いや、認めることはしないが、確実にオウガ・オリジンが押されているのだ。絶対的なる力を元に現実改変ユーベルコードで様々な力を発揮しても、猟兵達はそれを破ってくる。そしてそのオウガ・オリジンにも、ついに限界が見えつつある。
「このわたしが、このオウガ・オリジンが追い詰められているだと! そんなことは、ない。わたしはこの世界のアリスを腹に収め、すべてを満たす者。だから……」
そんな時、オウガ・オリジンの手首が傷つき、ぱっくりと傷口が割れる。そこから飛び出てくるのはオウガ・オリジンの血であり、その体内で構成する様々な悪夢が形作った獣達である。
そしてオウガ・オリジンもそれは意図したものではなく、己の感情による現実改変ユーベルコードの暴走であった。
「あ、ああ! やめろ! わたしの中から出るな! わたしはオウガ・オリジンだぞ! 悪夢すら喰らう存在だ! そうだ、そうなったはずだ!」
そう言いつつも血の色をした悪夢達は溢れ続ける。やがて自身の力は周囲を全ての窓に鉄格子の嵌められた、暗く陰鬱な病院に変え、その国の光は閉ざされる。

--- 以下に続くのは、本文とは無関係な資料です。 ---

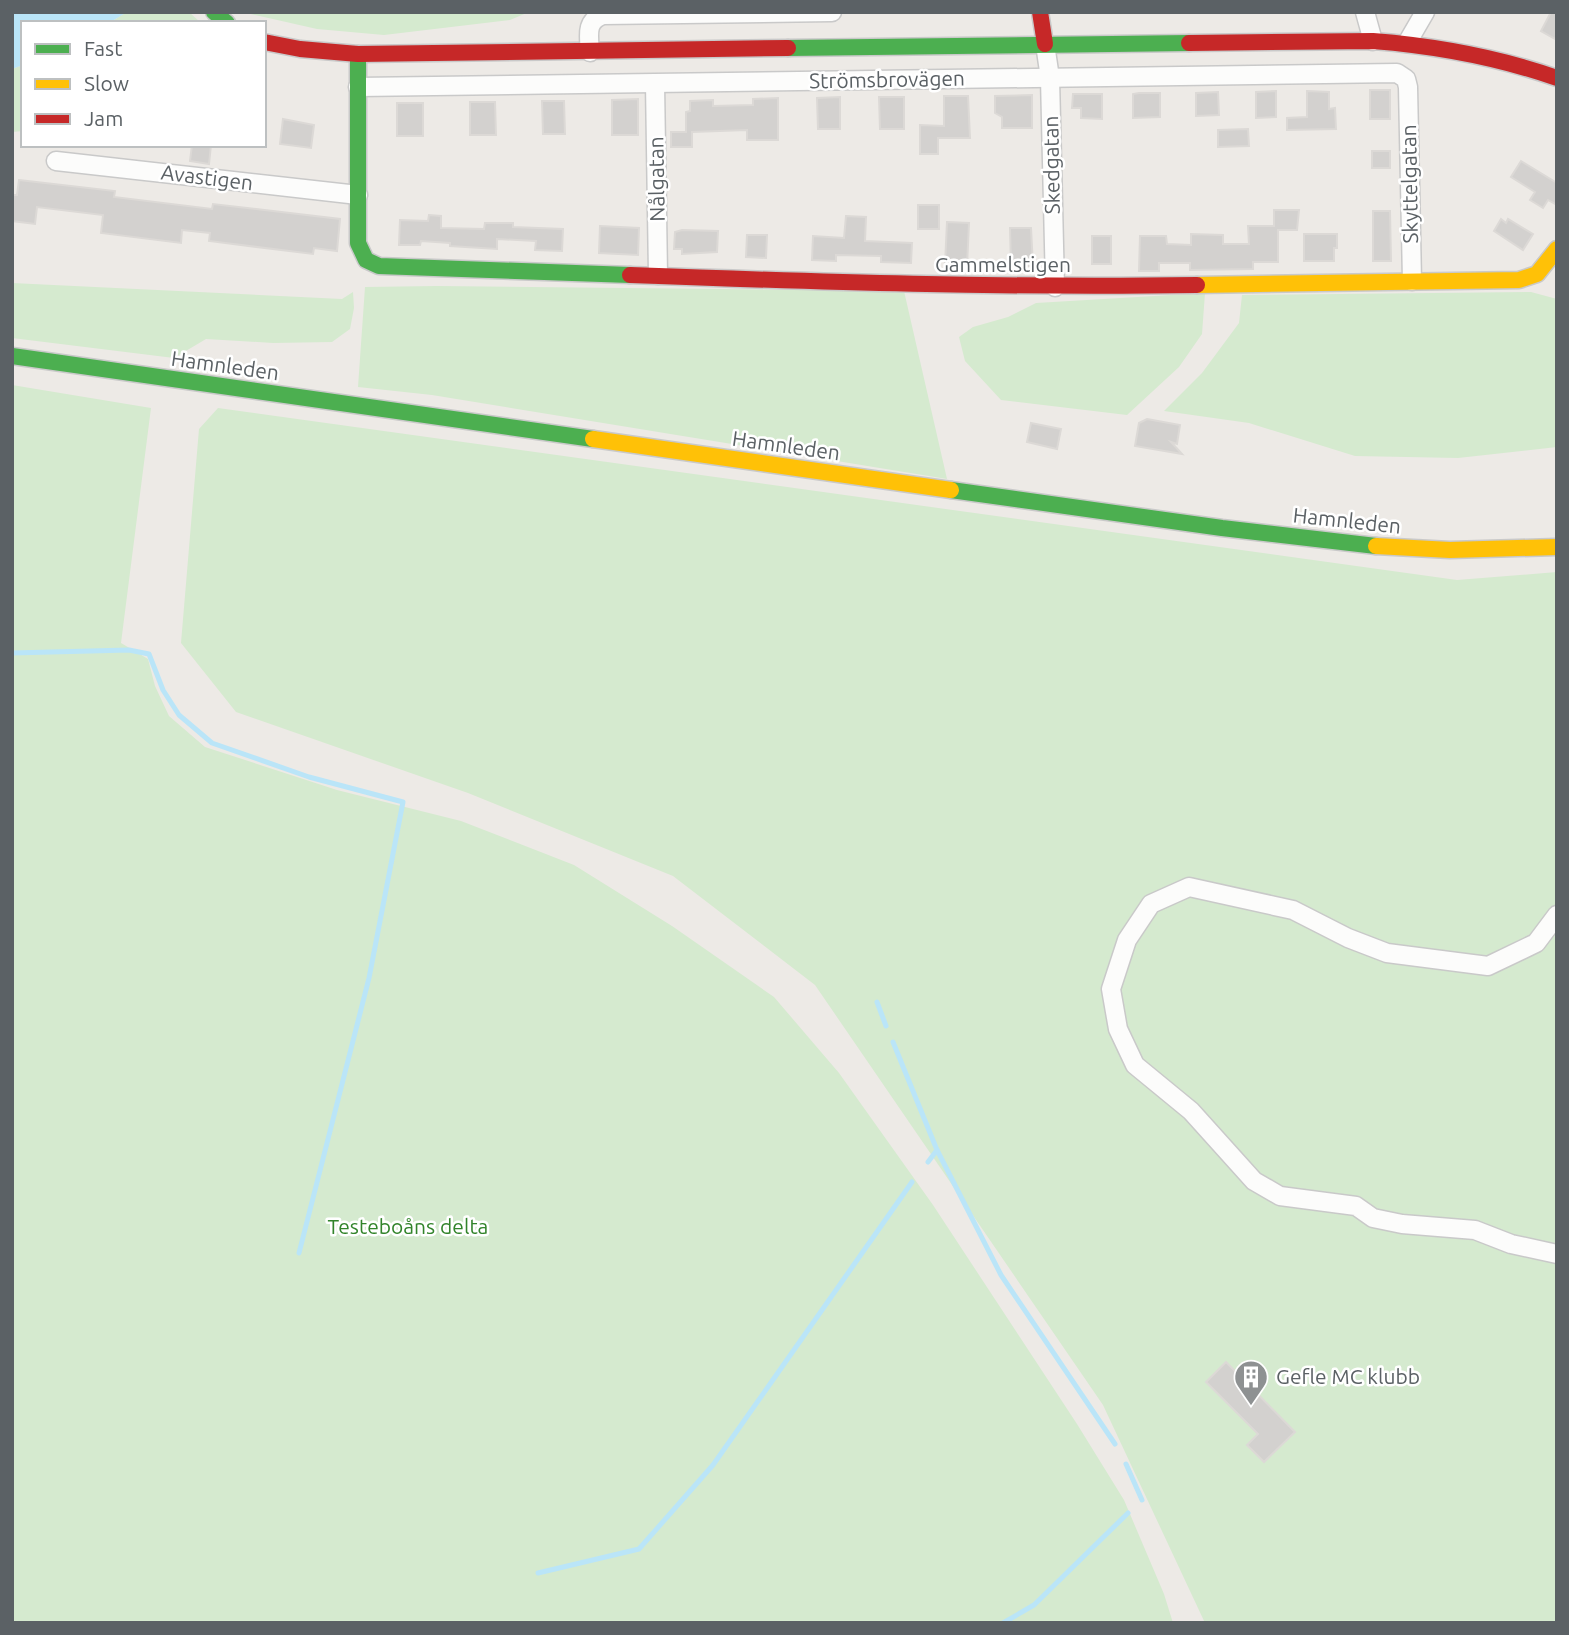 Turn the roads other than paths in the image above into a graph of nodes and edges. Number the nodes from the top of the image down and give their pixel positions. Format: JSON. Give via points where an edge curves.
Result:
{"nodes":[{"id":1,"x":832,"y":12,"type":"edge"},
{"id":2,"x":1040,"y":12,"type":"edge"},
{"id":3,"x":1365,"y":12,"type":"edge"},
{"id":4,"x":1425,"y":12,"type":"edge"},
{"id":5,"x":266,"y":41,"type":"edge"},
{"id":6,"x":1373,"y":41,"type":"junction"},
{"id":7,"x":1406,"y":43,"type":"junction"},
{"id":8,"x":1045,"y":44,"type":"junction"},
{"id":9,"x":590,"y":52,"type":"junction"},
{"id":10,"x":358,"y":54,"type":"junction"},
{"id":11,"x":1050,"y":78,"type":"junction"},
{"id":12,"x":1557,"y":78,"type":"edge"},
{"id":13,"x":655,"y":83,"type":"junction"},
{"id":14,"x":358,"y":87,"type":"junction"},
{"id":15,"x":1408,"y":87,"type":"joint"},
{"id":16,"x":56,"y":161,"type":"dead end"},
{"id":17,"x":358,"y":195,"type":"junction"},
{"id":18,"x":1557,"y":249,"type":"edge"},
{"id":19,"x":658,"y":275,"type":"junction"},
{"id":20,"x":1412,"y":281,"type":"junction"},
{"id":21,"x":1055,"y":287,"type":"junction"},
{"id":22,"x":12,"y":356,"type":"edge"},
{"id":23,"x":1557,"y":547,"type":"edge"},
{"id":24,"x":1557,"y":915,"type":"edge"},
{"id":25,"x":1557,"y":1254,"type":"edge"}],
"edges":[{"from":1,"to":9,"type":"street","via":[[603,15],[590,25]]},
{"from":2,"to":8,"type":"street"},
{"from":3,"to":6,"type":"street"},
{"from":4,"to":7,"type":"street"},
{"from":5,"to":10,"type":"street","name":"Strömsbrovägen"},
{"from":6,"to":7,"type":"street","name":"Strömsbrovägen"},
{"from":6,"to":8,"type":"street","name":"Strömsbrovägen"},
{"from":7,"to":12,"type":"street","name":"Strömsbrovägen","via":[[1498,59]]},
{"from":8,"to":9,"type":"street","name":"Strömsbrovägen"},
{"from":8,"to":11,"type":"street","name":"Skedgatan"},
{"from":9,"to":10,"type":"street","name":"Strömsbrovägen"},
{"from":10,"to":14,"type":"street"},
{"from":11,"to":13,"type":"street","name":"Strömsbrovägen"},
{"from":11,"to":15,"type":"street","name":"Strömsbrovägen","via":[[1392,72],[1403,75]]},
{"from":11,"to":21,"type":"street","name":"Skedgatan"},
{"from":13,"to":14,"type":"street","name":"Strömsbrovägen"},
{"from":13,"to":19,"type":"street","name":"Nålgatan"},
{"from":14,"to":17,"type":"street"},
{"from":15,"to":20,"type":"street","name":"Skyttelgatan"},
{"from":16,"to":17,"type":"street","name":"Avastigen"},
{"from":17,"to":19,"type":"street","name":"Gammelstigen","via":[[358,243],[366,260],[379,266]]},
{"from":18,"to":20,"type":"street","name":"Gammelstigen","via":[[1541,272],[1526,279]]},
{"from":19,"to":21,"type":"street","name":"Gammelstigen"},
{"from":20,"to":21,"type":"street","name":"Gammelstigen"},
{"from":22,"to":23,"type":"street","name":"Hamnleden","via":[[1236,530],[1387,547]]},
{"from":24,"to":25,"type":"street","via":[[1536,943],[1488,966],[1387,953],[1293,911],[1189,887],[1151,904],[1127,940],[1111,989],[1118,1029],[1135,1065],[1191,1111],[1254,1181],[1280,1196],[1356,1206],[1373,1218],[1402,1224],[1475,1230]]}]}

噴出する悪夢の獣達を抑え込もうとしつつも、オウガ・オリジンは苦しみと痛みの中で、己の中で泣いている少女を見ていた。それはかつて、オウガ・オリジンとなった時に押し込めた存在だったのかもしれない。
「やめろ……やめて……もう、来ないで……」
弱々しい呟きと共にオウガ・オリジンは形成されたアサイラムの病室の一室のベッドに横たわる。己の中の悪夢の獣達を解き放ち続け、彼女は悪夢に苦しみながら夢現になるのだった。
●グリモアベース・ブリーフィングルーム
「どうやらかなり追い詰めておる証拠のようじゃのー」
暗く閉ざされた病室の一室のオウガ・オリジンを電脳ウインドウで映しながらグリモア猟兵メイスン・ドットハック(ウィザード級ハッカー(引き籠り)・f03092)は一つため息をつく。今も生み出されて続けている、鮮血の色をした狼や兎といった獣達は、まるでオウガ・オリジンの悪夢を象徴するように、彼女を取り囲んでいる。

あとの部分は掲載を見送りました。